Nella memoria di chi ha preso parte alla gara e di chi l’ha organizzata, la seconda edizione della 24h del Montello resta di certo legata a due eventi climatici straordinari, che hanno messo a dura prova l’esito positivo della gara. Da una parte la pioggia torrentizia che nella notte di sabato 17 si è abbattuta sul Montello. La resistenza dei partecipanti e dei loro equipaggi è stata messa ulteriormente alla prova dal freddo e dalla scarsa visibilità che si sono uniti alla pioggia.

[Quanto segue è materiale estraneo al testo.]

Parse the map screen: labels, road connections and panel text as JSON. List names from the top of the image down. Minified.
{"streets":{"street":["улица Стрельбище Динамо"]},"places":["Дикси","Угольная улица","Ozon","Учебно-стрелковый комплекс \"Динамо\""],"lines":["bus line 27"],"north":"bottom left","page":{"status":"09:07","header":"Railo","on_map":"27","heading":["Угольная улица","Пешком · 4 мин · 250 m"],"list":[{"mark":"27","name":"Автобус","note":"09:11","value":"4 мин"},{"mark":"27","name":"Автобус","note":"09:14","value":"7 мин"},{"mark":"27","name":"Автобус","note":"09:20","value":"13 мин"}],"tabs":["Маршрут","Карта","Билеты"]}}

Malgrado tutto, però, l’inatteso temporale non ha arrestato gli atleti e non ha compromesso le loro performance, esaltando anzi ancora di più la loro preparazione fisica e mentale. Dall’altra parte, la gigantesca nuvola di cenere prodotta dall'eruzione di un vulcano sotto il ghiacciaio Eyjafjallajokull, nel sud dell'Islanda, che ha causato un blocco quasi completo del traffico aereo con la chiusura dei principali aeroporti nel Nord Europa, ha impedito ad alcuni iscritti di arrivare in Italia. Questi hanno già assicurato la loro presenza all’edizione del 2011 e così molti altri partecipanti, comunicando agli organizzatori le impressioni positive ricevute per gli sforzi organizzativi, per il tracciato e per l’accoglienza della regione che ospita la gara, hanno già manifestato il loro desiderio di gareggiare nella terza edizione della 24h del Montello.

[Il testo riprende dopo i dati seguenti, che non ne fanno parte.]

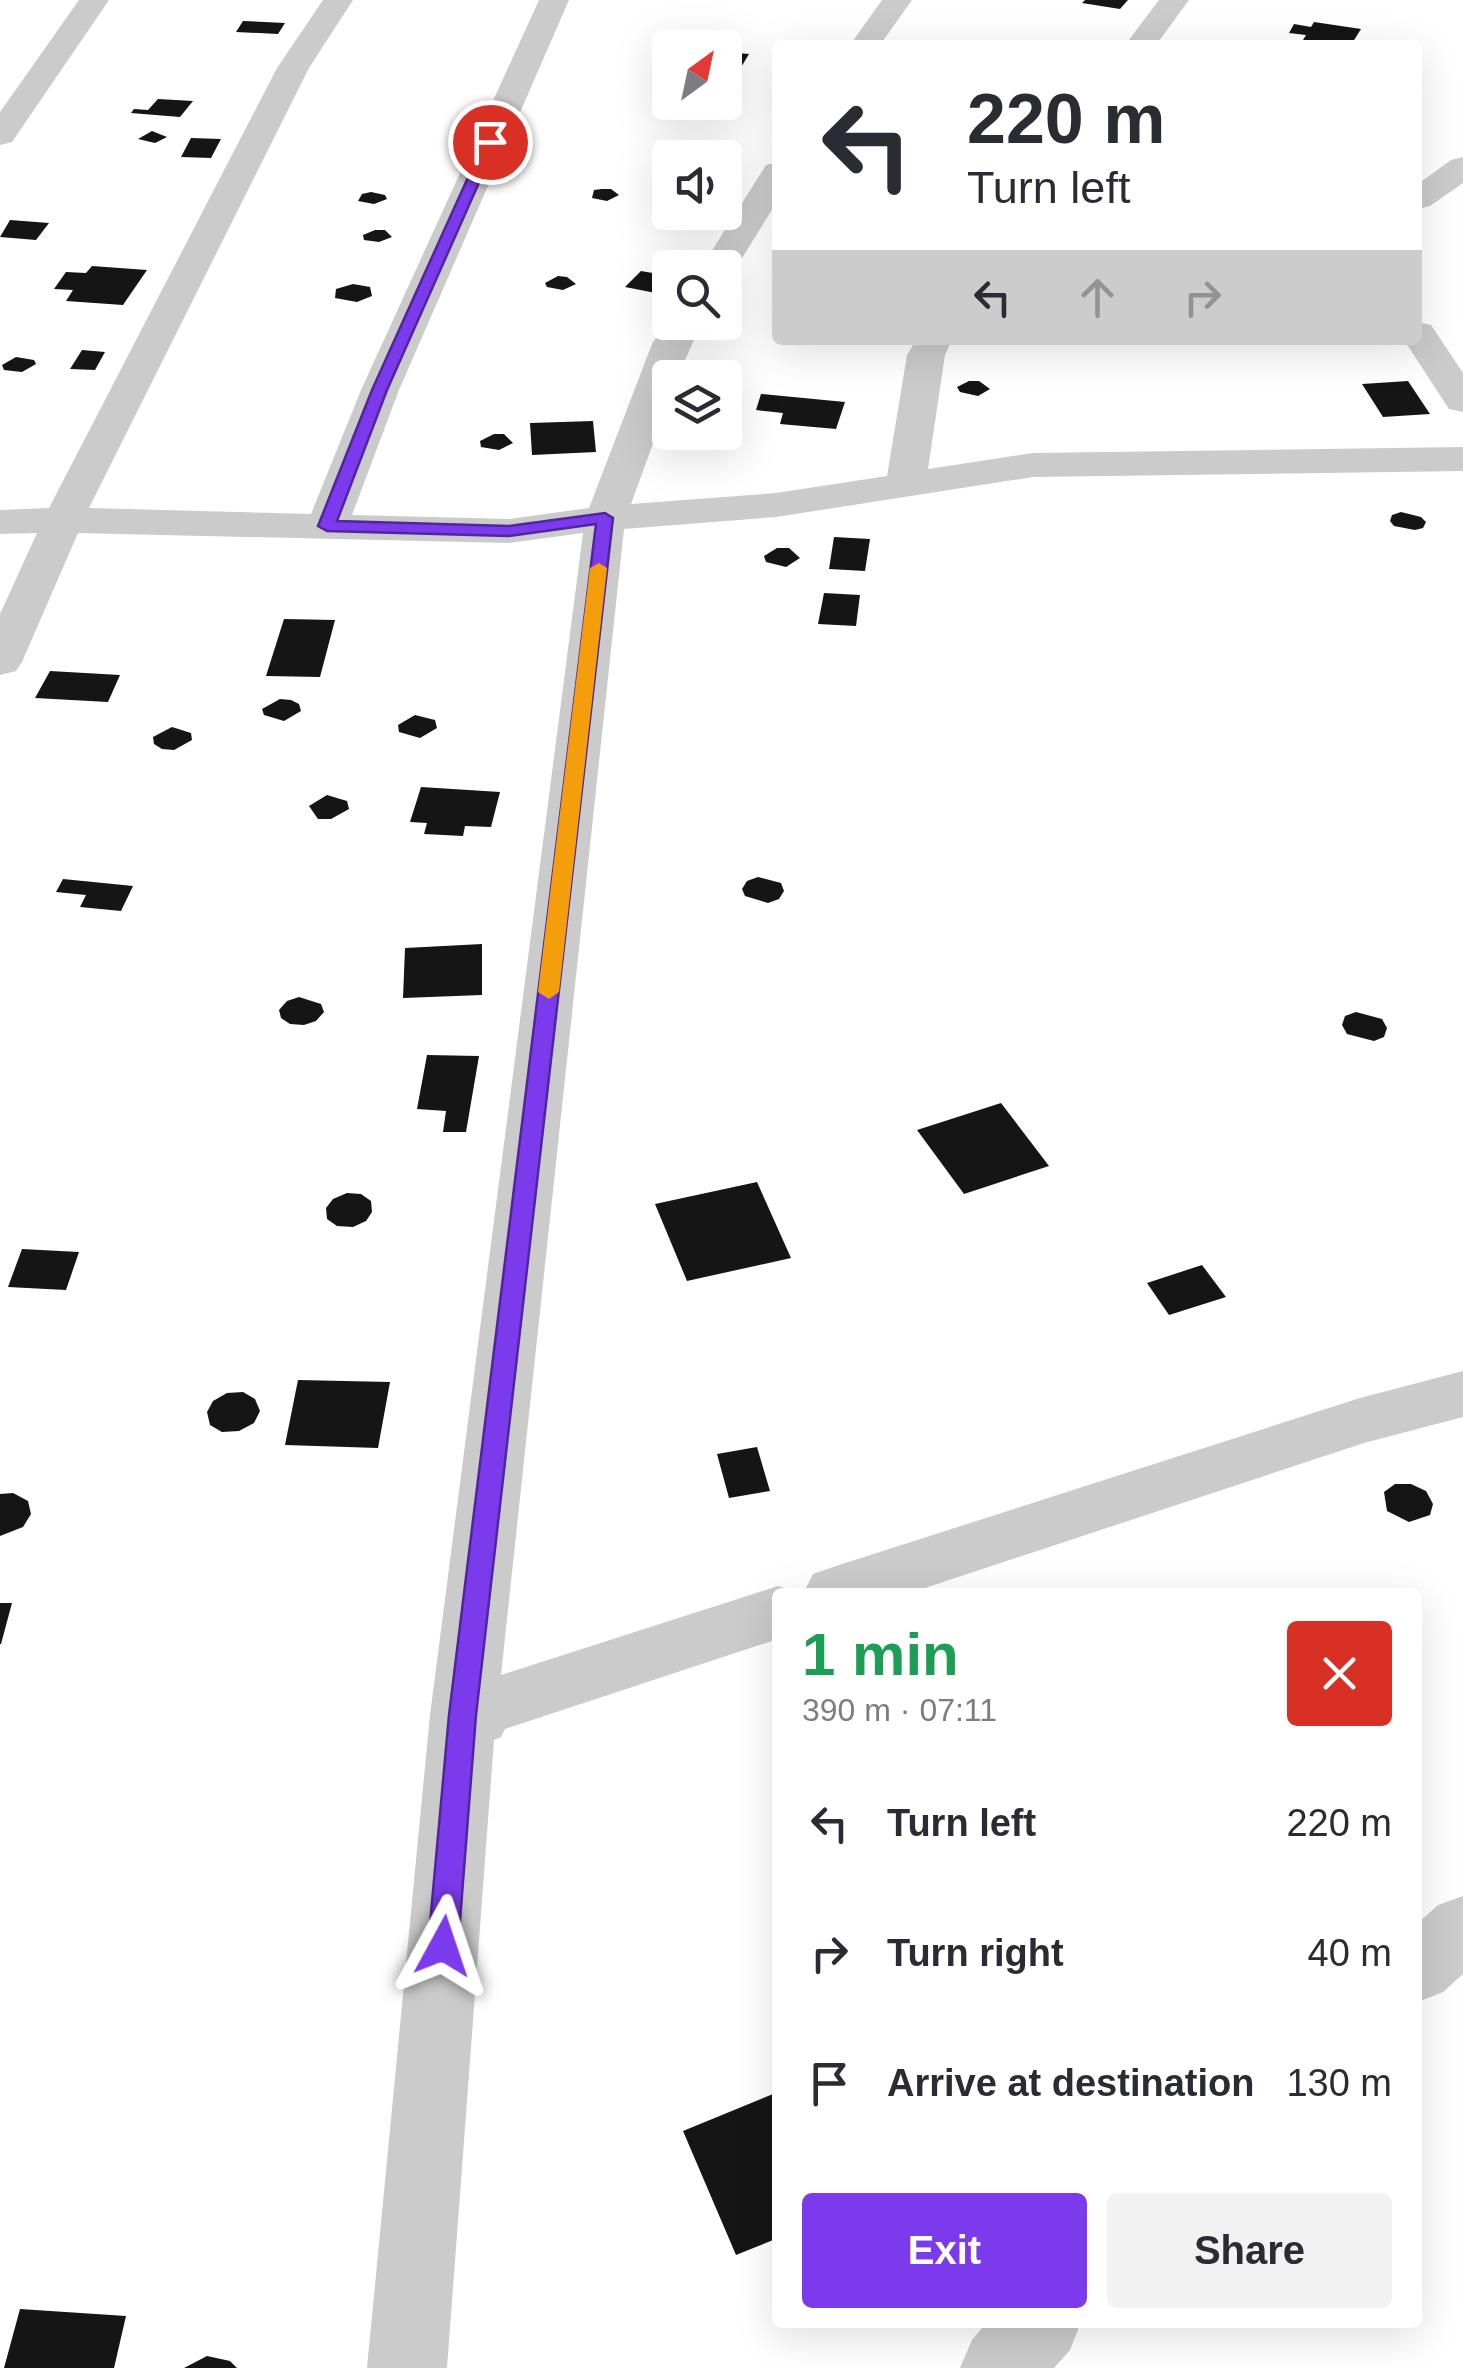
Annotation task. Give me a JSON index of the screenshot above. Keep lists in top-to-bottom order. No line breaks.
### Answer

Dando, quindi, appuntamento a tutti alla prossima edizione, gli organizzatori vogliono ringraziare gli atleti e il territorio del Montello, senza i quali la gara non ci sarebbe stata. Poi tutti quanti hanno contribuito direttamente o indirettamente alla sua realizzazione: le amministrazioni locali e provinciali, i cittadini del Montello, il gruppo degli Alpini e il parroco di Santa Maria, le aziende locali e le associazioni che hanno sponsorizzato l’evento, l’A.S.D. Cronometristi della Provincia di Venezia in collaborazione con i colleghi della sezione provinciale di Treviso. Infine, ma solo perché in un elenco c’è sempre qualcuno con il quale si deve chiudere e quelli che ci sono più vicini sanno capirlo, tutte le persone che si sono prestate prima durante e dopo la gara, che hanno condiviso con noi il loro tempo e le loro competenze.